It’s like being at the neighbours, when you realize your home isn’t as nice. The protocol in Quebec, or perhaps, the protocol of the “people with class” requires gratitude and silence. Thank heavens! We are not dead, we breathe, we see, smell, have shelter, and a career, thanks world and thanks especially for the kick in the ass! This is how you build a country: when we look around, we excuse ourselves, when we compare ourselves, we do so to take comfort. And if anyone thinks otherwise, if someone wants to fight for their convictions, if he believes in free education – like in  Finland, Austria, Romania, Burundi, Benin and Brazil – well, one believes in an ideology, yes, well one should not complain when one’s belly is full. That’s it, and that’s all.

Spitting in the soup

In her article, Isabelle Maréchal used a priori some big assumptions for her arguments.

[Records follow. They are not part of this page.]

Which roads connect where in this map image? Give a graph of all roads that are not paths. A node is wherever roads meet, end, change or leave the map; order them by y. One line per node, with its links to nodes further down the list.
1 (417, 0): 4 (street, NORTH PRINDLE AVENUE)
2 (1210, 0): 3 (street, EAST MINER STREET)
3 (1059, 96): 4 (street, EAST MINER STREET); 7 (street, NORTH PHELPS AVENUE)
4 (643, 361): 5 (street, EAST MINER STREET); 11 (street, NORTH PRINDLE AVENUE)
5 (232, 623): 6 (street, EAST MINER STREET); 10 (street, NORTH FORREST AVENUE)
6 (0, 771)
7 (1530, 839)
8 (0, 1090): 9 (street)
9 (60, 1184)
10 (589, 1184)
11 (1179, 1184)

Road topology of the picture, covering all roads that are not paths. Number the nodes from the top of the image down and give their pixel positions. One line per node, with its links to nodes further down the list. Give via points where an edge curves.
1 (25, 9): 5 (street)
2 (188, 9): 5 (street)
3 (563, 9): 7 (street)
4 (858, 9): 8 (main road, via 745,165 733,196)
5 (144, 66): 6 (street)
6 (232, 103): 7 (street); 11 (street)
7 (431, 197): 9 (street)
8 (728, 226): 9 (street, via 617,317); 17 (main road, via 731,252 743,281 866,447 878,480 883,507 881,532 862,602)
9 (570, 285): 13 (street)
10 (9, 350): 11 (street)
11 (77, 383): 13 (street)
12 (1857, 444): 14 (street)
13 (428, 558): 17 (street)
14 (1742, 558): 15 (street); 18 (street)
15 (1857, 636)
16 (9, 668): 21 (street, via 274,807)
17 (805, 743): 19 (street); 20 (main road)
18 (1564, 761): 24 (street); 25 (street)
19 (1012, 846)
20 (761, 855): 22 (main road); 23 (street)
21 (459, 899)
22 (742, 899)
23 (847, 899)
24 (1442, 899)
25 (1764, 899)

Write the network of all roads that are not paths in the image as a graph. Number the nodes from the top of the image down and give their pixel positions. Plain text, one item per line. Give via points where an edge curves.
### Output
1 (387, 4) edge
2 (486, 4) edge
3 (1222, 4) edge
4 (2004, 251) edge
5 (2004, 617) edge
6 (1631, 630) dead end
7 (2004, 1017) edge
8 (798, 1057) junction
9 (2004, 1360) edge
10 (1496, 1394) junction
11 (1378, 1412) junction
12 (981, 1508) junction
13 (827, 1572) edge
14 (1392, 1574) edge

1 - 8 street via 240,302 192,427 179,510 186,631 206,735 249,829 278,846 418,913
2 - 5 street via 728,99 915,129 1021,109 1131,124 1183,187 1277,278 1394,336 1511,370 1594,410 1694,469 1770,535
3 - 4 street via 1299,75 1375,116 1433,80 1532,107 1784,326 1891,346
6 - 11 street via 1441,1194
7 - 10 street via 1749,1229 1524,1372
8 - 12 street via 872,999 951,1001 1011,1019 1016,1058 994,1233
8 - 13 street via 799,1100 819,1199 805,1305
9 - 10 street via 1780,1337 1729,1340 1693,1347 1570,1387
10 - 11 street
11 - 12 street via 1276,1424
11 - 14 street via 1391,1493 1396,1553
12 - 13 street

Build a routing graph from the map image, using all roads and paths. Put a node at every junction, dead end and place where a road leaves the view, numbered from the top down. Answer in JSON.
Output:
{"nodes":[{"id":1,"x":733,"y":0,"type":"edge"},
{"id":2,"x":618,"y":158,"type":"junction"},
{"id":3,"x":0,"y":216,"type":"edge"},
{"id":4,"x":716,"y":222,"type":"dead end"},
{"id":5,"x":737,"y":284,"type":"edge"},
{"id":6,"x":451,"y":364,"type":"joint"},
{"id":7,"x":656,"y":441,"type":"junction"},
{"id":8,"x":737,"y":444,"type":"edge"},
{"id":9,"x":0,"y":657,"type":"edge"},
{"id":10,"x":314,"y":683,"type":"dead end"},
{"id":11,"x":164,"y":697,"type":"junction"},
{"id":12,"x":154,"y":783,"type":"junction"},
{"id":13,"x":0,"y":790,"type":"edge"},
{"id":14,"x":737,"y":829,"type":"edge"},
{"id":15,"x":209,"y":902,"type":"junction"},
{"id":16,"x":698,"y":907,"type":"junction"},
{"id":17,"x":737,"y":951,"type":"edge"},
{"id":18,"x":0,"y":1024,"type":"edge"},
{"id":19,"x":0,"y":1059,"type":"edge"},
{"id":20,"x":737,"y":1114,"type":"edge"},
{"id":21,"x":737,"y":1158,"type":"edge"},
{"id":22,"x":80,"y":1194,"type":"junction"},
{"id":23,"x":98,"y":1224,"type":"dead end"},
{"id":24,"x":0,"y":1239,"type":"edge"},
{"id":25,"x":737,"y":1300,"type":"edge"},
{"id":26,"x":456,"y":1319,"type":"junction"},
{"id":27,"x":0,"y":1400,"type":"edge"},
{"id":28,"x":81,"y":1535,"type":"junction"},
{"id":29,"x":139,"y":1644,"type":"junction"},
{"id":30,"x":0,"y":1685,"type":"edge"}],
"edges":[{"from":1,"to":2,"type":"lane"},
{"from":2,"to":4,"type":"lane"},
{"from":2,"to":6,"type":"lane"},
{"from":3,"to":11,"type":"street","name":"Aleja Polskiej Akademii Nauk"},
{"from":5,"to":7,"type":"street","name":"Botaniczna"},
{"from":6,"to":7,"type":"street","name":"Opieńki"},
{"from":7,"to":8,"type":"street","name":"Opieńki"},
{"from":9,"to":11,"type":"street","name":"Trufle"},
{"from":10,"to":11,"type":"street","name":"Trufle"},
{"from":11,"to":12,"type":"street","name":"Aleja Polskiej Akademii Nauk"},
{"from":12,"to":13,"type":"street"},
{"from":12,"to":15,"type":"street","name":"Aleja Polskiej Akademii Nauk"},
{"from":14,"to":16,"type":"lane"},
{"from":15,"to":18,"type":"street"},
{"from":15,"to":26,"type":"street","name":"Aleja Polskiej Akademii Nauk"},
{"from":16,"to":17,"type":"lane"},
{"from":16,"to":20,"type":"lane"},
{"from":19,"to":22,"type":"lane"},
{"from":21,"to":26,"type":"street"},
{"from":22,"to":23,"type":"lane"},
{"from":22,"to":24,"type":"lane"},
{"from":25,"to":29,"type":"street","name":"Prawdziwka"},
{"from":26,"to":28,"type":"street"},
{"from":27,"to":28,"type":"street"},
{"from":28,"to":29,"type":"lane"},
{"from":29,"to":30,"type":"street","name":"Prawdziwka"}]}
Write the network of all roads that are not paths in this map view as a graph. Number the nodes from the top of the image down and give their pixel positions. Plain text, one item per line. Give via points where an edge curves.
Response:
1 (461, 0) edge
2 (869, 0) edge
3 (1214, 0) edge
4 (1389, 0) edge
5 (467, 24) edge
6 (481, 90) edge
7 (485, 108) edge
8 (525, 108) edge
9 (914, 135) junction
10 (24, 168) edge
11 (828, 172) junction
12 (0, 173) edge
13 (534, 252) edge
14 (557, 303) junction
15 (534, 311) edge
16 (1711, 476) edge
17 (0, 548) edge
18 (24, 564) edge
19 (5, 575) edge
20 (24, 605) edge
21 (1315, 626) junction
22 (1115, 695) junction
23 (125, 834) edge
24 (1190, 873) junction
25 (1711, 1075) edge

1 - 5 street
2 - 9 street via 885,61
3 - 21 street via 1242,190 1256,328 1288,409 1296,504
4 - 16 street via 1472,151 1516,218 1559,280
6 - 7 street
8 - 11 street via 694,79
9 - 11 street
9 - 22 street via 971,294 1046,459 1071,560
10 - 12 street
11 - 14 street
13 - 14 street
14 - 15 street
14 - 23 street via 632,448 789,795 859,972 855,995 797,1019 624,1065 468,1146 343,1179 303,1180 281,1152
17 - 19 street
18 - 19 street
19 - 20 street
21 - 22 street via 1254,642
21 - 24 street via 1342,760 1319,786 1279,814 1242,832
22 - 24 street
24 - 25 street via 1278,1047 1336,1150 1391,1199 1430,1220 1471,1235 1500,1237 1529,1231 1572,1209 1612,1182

I already mentioned the most popular: the artist who bites the hand that feeds them and the presumptiousness of the Printemps Érable being compared to the Arab Spring, which is part of a social revolution to counter the various Middle Eastern autocracies and overthrow their dictators.

First, I doublt anyone, except the resolute meglomaniac, thinks the struggle for life and the fight against rising tutions fees are one in the same. I admit the idea of the “Maple Spring” is a bit embarassing. That being said. Then … well then …

“Too bad the young Dolan did not realize” Maréchal writes, “at the pinnacle of his genius, that he spits in the soup he eats. Booing the capitalist models, while snacking on the cinematic icing of the cake, is that not a bit anti-red square?” Bingo! Isabelle shoots and scores! And a double! What a shot!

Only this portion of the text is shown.